评估精油的LD50，判断其安全性对于食品的生产是十分重要的一个环节[33]。通过剂量-反应曲线的线性回归，得出半数致死量LD50浓度为7491 mg/kg。根据急性毒性剂量分级表，提取的黄花蒿精油无毒。

小鼠的体重变化是毒理学考察的一个重要指标，加入精油后小鼠的体重突然增大或减小是中毒作用的表现之一[34]。将6 个剂量组的精油溶液对小鼠进行一次性灌胃，分别在0、3、7、10、14 d 测量小鼠体重。小鼠被不同剂量精油灌胃后体重变化结果见表5，当小鼠被灌注低剂量精油时，其体重随着灌注时间的增长而增加，而当小鼠被灌注高剂量精油时，其体重随着灌注时间的增长无较大变化；小鼠被不同剂量的精油灌胃后，在0、3、7、10 d 体重并无较大变化，在14 d 时，小鼠体重因灌胃的剂量不同发生了较大变化，这可能是因为高剂量精油在小鼠体内存留时间较长，导致小鼠发生部分死亡甚至全部死亡，从而使得小鼠体重不再变化。

表5 黄花蒿精油对小鼠体重变化的结果Table 5 Results of Artemisia annua essential oil on body weight changes in mice

3 结论

采用水蒸气蒸馏法提取黄花蒿精油，产率为1.04‰。

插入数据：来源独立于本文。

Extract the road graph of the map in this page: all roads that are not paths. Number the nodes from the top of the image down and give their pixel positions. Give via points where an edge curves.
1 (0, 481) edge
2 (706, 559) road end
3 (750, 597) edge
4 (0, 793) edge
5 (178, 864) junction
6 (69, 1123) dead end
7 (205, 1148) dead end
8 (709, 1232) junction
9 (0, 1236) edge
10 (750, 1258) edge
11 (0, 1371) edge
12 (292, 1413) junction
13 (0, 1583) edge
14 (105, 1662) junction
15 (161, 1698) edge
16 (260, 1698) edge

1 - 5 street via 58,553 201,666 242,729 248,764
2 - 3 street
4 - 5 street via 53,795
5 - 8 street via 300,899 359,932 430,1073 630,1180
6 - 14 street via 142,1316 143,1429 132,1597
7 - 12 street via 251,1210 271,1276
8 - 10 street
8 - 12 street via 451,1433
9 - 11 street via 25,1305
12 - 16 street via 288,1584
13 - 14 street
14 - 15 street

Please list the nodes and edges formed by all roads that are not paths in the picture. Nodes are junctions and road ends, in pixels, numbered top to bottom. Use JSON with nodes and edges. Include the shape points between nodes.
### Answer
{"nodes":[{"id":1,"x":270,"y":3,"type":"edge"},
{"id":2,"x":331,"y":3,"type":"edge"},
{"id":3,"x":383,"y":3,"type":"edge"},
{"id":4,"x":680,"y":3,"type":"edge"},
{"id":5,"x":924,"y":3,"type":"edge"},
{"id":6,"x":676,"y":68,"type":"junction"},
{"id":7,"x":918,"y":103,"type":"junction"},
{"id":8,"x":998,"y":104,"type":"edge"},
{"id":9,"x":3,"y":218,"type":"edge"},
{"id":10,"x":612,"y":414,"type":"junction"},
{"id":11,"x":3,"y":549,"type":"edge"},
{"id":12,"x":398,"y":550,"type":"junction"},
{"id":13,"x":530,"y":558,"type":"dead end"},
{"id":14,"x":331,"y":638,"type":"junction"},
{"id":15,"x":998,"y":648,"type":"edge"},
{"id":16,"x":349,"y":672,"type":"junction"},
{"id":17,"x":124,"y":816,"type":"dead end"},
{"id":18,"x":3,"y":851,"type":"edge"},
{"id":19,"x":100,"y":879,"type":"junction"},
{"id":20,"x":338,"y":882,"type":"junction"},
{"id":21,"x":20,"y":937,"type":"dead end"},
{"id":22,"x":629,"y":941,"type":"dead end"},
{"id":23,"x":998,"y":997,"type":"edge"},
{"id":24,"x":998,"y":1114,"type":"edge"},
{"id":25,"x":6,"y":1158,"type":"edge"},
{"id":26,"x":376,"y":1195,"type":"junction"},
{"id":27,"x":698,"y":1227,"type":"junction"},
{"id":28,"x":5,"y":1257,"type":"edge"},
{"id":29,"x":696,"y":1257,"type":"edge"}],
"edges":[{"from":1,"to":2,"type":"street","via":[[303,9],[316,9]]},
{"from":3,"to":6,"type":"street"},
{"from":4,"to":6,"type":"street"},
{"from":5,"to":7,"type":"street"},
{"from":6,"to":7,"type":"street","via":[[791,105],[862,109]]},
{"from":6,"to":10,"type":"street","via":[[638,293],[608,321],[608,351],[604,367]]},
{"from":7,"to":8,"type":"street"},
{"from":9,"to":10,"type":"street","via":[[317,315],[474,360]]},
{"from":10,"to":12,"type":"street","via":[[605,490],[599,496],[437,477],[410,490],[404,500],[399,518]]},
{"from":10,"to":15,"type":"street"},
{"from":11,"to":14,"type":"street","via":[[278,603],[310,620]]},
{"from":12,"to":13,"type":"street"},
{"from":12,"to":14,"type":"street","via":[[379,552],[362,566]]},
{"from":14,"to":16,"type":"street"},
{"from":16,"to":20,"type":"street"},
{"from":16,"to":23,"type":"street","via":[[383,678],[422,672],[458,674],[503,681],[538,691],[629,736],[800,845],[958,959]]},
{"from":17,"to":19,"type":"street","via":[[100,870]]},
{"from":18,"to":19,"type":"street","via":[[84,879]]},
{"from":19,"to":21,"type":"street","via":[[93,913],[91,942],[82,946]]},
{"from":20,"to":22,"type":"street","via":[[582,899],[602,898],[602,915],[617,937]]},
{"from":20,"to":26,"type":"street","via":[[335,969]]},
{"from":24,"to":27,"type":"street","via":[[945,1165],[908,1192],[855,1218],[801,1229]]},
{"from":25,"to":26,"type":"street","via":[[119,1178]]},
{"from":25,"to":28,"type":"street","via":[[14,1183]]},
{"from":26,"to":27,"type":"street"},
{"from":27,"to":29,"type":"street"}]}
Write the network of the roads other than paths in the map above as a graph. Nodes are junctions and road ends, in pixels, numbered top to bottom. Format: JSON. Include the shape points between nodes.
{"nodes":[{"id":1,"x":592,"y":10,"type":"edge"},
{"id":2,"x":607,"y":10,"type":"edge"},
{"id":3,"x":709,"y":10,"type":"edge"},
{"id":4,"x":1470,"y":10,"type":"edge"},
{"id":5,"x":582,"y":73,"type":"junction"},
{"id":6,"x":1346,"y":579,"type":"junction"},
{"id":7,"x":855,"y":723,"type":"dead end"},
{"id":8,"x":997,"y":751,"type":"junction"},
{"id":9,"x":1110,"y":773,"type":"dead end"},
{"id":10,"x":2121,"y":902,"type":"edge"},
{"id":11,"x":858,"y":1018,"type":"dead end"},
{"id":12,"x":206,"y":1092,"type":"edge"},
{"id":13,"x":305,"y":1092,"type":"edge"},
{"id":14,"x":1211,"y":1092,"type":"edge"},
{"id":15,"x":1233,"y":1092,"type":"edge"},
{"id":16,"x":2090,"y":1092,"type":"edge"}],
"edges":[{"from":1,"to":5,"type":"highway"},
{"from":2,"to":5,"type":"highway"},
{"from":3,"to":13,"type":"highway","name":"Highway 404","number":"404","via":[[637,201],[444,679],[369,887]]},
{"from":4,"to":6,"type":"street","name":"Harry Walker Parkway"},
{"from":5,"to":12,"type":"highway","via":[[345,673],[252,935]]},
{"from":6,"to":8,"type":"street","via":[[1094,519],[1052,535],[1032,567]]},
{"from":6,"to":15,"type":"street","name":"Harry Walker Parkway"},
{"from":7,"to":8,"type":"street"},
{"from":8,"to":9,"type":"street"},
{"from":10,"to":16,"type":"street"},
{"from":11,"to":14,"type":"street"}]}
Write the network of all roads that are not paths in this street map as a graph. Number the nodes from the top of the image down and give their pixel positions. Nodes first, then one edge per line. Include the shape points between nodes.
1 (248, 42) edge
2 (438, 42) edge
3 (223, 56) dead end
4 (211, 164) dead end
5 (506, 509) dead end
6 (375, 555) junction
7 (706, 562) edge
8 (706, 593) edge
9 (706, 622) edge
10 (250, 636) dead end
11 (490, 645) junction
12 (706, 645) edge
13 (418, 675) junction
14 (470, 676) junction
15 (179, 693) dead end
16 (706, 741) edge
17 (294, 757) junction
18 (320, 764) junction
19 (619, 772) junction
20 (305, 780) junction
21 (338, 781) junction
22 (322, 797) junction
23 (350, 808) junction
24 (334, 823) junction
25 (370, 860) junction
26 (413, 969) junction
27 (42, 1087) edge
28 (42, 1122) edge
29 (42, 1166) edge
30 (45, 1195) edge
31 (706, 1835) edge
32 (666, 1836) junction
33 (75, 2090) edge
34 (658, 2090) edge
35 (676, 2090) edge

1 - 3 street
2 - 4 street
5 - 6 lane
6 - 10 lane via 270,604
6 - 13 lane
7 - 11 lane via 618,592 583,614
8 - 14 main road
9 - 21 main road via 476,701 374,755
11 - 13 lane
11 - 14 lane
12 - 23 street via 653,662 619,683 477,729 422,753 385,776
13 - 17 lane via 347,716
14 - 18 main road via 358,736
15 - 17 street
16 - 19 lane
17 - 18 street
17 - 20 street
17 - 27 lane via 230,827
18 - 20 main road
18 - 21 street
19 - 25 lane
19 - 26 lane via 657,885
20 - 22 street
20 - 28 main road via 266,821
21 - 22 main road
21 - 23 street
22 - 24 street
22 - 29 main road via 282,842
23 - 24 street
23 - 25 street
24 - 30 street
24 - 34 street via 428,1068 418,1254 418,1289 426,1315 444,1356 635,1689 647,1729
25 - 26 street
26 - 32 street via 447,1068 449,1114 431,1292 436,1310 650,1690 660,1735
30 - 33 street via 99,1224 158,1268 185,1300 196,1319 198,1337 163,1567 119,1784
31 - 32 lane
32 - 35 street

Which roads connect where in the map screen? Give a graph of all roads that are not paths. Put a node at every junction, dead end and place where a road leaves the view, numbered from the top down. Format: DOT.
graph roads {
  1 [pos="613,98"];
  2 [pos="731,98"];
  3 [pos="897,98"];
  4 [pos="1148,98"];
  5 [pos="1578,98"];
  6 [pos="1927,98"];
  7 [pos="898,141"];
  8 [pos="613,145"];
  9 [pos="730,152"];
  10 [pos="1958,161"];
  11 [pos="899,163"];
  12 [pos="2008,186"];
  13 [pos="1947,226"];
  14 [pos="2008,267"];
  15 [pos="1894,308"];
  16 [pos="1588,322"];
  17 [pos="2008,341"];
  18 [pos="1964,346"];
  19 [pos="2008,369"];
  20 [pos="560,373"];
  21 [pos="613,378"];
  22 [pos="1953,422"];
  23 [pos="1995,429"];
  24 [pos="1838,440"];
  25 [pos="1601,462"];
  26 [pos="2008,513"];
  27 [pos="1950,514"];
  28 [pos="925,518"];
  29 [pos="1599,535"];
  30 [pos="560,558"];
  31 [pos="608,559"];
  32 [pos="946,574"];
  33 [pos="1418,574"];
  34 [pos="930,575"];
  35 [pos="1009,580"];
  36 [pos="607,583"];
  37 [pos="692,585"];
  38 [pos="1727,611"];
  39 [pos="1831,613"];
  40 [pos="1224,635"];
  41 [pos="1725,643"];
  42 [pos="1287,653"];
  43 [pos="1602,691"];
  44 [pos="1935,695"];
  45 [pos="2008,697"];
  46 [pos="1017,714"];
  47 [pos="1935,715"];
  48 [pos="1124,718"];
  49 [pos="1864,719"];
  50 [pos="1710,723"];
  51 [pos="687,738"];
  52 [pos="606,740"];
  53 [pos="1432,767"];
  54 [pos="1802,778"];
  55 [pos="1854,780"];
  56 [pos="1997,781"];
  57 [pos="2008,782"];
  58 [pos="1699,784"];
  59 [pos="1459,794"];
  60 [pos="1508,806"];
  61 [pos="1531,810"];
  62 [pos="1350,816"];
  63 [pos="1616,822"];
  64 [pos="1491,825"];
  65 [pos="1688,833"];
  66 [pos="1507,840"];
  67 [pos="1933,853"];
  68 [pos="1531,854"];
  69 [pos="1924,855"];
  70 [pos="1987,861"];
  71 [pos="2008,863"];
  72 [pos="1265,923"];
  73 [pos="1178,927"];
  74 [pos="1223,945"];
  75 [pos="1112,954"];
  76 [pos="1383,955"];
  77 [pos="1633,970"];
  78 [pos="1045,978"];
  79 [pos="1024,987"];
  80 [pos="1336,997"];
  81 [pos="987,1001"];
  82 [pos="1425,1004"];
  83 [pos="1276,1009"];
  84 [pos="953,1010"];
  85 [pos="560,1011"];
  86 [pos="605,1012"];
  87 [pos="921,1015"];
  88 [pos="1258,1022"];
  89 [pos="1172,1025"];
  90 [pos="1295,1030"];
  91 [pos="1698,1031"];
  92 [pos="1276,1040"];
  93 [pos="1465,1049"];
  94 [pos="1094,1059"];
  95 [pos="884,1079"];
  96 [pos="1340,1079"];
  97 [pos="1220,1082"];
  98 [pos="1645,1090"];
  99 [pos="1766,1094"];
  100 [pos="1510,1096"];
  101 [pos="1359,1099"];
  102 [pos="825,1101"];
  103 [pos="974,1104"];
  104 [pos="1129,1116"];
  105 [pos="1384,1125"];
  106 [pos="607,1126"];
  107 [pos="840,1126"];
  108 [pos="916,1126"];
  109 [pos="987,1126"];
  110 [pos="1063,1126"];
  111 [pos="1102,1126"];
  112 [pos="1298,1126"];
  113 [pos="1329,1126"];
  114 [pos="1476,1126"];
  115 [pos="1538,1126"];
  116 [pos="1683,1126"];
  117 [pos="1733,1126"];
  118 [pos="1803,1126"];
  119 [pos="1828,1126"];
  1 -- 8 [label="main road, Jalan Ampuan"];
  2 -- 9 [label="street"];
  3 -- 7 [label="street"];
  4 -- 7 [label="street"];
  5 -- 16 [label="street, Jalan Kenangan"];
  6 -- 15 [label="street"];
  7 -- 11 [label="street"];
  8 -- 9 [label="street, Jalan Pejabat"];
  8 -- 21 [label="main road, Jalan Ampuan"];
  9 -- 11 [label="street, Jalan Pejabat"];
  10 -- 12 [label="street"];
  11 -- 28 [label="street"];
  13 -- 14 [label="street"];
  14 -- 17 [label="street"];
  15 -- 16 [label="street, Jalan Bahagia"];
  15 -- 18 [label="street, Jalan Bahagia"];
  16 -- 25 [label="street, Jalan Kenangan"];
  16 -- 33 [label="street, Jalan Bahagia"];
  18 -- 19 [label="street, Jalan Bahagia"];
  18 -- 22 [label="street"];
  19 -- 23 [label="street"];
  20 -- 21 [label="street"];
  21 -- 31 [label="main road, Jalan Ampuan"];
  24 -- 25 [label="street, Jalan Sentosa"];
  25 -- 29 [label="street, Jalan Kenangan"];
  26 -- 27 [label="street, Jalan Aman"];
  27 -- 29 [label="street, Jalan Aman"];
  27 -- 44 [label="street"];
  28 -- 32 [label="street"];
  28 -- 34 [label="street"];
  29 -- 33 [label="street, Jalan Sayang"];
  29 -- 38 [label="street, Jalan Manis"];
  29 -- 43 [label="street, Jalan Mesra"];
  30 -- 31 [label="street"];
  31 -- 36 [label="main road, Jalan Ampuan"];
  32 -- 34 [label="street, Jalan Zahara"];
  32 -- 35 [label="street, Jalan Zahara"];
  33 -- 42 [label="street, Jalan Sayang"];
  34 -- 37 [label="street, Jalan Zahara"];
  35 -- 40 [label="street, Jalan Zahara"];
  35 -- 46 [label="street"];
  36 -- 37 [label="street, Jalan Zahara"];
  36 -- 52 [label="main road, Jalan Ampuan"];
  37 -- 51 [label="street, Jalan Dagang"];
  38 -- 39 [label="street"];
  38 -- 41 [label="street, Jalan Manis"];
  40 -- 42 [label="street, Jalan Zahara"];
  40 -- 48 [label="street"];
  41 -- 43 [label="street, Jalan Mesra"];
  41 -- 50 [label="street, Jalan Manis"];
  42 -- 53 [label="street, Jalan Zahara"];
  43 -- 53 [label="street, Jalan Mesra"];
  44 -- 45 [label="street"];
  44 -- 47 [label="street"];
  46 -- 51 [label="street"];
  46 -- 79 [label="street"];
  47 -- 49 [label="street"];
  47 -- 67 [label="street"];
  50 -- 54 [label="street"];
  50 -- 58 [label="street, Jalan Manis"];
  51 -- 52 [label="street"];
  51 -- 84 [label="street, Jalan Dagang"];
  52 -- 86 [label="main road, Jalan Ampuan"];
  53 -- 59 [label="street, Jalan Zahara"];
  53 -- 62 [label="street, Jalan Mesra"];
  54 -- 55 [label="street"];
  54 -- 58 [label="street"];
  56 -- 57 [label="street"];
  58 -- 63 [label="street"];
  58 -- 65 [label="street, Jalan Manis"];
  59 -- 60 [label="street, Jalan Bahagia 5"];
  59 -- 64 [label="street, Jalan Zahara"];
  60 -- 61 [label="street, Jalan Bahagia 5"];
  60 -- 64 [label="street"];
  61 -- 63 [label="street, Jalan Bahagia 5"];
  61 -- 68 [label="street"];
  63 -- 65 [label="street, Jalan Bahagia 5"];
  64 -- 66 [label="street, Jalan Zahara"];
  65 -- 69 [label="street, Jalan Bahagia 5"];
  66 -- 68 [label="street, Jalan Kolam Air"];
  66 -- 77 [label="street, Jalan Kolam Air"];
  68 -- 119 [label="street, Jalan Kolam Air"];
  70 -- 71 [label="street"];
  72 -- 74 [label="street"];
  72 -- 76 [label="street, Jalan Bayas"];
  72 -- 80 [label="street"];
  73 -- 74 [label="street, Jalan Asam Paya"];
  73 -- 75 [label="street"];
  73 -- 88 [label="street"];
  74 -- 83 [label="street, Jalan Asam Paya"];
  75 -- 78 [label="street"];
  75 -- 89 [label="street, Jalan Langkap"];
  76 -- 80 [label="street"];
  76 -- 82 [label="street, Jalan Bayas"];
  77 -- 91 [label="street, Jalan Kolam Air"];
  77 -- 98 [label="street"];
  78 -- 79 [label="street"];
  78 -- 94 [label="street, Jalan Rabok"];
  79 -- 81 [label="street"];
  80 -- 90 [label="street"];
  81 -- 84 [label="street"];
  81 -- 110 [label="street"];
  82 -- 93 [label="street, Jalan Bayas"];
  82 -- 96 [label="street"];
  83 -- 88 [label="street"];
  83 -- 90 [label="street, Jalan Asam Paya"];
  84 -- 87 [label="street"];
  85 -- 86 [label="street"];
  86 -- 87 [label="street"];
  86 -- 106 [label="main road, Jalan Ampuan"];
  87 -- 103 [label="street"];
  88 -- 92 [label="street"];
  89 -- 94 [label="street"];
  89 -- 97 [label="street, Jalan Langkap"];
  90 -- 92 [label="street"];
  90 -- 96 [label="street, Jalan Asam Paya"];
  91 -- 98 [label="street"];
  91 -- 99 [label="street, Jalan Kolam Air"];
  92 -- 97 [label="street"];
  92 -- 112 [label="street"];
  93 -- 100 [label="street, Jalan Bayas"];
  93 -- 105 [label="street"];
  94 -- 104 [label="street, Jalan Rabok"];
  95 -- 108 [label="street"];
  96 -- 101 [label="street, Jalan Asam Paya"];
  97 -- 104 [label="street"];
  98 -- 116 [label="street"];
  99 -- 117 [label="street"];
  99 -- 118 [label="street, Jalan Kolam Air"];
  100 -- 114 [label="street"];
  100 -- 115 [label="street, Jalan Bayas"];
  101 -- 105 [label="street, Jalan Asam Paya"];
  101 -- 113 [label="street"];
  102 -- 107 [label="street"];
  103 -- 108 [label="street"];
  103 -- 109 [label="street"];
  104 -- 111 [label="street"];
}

黄花蒿精油经GC-MS 分析鉴定出332 种成分，其中22 个组分含量较高，占总成分的71.09%，包括萜类、酯、醇、醛等化合物，其中主要成分为蒿酮（19.34%），（+）-α-蒎烯（6.10%）。通过对DPPH 自由基清除率、羟自由基清除率和总抗氧化性能力的测试，发现黄花蒿精油的抗氧化能力与黄花蒿精油浓度存在一定的剂量效应对应关系。随着黄花蒿精油浓度的提高，其抗氧化能力逐渐增强。当黄花蒿精油浓度为10 mg/mL 时，DPPH 自由基清除率可达到40.03%；羟基自由基清除率可达92.97%；黄花蒿精油的总抗氧化能力也随着浓度的增加而增加。黄花蒿精油对大肠杆菌和金黄色葡萄球菌具有一定的抑菌效果，且对金黄色葡萄球菌的抑菌效果优于大肠杆菌。测定黄花蒿精油的LD50为7491 mg/kg，根据急性毒性剂量分级表，证明提取的黄花蒿精油是无毒的。

本研究对蒿属植物—黄花蒿进行了精油提取、抗氧化、抑菌、毒理学性质的分析，说明黄花蒿精油在天然抗氧化剂和抑菌剂方面极具开发价值，可为蒿属植物的开发提供一定的理论依据及技术支撑，将有助于天然生物活性化合物在食品添加剂中的应用。但本研究未对其抑菌机理进行深入研究，因此未来可在此基础上对黄花蒿精油进行进一步的研究与开发利用。